» **The task**: Scan the entries that follow for the word "Sugar", then report every line in which it appears.

Segment Start: Record extracts

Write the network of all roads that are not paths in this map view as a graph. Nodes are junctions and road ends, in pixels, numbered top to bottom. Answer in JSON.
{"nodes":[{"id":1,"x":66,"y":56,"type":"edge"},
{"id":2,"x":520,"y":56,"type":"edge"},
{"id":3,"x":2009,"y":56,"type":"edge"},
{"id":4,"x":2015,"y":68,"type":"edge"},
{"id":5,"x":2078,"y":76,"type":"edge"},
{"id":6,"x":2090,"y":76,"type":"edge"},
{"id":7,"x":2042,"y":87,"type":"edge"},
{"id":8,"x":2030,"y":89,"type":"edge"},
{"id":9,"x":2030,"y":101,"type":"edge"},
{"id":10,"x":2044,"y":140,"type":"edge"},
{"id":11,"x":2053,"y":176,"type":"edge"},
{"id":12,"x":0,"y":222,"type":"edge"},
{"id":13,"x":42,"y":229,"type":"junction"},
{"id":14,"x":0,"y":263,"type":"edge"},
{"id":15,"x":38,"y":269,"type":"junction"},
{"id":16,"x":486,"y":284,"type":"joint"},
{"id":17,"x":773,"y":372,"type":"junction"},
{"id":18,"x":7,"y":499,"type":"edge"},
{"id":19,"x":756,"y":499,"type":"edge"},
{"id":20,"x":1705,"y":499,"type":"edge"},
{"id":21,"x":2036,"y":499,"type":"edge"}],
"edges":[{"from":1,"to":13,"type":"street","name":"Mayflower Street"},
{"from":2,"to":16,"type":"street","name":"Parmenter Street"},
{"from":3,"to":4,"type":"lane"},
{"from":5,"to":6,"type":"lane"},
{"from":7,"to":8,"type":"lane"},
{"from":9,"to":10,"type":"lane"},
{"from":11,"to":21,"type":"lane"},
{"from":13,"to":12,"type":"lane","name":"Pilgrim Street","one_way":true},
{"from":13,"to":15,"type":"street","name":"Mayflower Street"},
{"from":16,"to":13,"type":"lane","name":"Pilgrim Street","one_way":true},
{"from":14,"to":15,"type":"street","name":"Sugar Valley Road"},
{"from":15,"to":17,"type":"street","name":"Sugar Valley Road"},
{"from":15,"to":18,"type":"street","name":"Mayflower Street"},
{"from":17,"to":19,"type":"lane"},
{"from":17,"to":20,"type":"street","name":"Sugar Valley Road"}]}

Segment End: Record extracts

» **Exercise result**:
{"from":14,"to":15,"type":"street","name":"Sugar Valley Road"},
{"from":15,"to":17,"type":"street","name":"Sugar Valley Road"},
{"from":17,"to":20,"type":"street","name":"Sugar Valley Road"}]}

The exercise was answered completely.